» **Structured pose outputs**
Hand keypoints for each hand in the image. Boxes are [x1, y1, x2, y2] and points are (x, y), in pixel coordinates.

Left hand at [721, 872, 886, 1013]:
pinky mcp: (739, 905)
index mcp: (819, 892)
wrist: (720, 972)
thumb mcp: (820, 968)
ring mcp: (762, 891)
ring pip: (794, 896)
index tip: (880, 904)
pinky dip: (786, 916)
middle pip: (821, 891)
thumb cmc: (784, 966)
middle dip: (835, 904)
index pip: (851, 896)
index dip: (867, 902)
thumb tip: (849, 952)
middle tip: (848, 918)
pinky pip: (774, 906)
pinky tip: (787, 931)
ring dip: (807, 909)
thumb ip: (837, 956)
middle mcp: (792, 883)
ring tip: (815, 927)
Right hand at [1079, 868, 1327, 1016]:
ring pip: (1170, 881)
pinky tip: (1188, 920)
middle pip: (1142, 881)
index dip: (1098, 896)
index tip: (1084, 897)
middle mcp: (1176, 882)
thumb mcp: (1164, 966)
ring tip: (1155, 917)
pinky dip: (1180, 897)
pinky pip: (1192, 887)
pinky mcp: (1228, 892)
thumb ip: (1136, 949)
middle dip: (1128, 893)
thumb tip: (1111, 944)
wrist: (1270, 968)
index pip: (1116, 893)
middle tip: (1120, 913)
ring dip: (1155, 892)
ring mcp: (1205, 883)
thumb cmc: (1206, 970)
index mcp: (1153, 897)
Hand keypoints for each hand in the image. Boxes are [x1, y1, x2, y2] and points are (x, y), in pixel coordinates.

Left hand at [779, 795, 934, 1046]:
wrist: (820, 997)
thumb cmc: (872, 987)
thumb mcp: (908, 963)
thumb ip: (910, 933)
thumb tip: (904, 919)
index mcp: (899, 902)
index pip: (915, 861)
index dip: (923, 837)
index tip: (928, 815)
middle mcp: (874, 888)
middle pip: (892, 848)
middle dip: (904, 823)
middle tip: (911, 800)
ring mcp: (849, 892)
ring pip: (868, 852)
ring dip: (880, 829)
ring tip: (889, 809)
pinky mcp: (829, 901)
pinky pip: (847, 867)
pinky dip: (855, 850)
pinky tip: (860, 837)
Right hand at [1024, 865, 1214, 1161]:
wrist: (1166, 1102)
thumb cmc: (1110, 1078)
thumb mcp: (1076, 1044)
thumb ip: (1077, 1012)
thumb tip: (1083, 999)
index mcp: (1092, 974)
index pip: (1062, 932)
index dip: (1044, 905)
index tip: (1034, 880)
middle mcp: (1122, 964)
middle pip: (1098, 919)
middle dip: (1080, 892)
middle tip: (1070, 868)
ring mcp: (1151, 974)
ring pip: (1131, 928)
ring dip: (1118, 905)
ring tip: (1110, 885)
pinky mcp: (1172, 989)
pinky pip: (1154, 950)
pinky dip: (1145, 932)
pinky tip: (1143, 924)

» **What you will do**
Retype only this portion of the data above: the line containing "ring tip: (815, 927)", the line containing "pinky dip: (1180, 897)", and all lines between them, exactly.

» **Solution**
ring tip: (815, 927)
Right hand at [1079, 868, 1327, 1016]:
ring pip: (1170, 881)
pinky tip: (1188, 920)
middle pip: (1142, 881)
index dip: (1098, 896)
index tip: (1084, 897)
middle mcp: (1176, 882)
thumb mcp: (1164, 966)
ring tip: (1155, 917)
pinky dip: (1180, 897)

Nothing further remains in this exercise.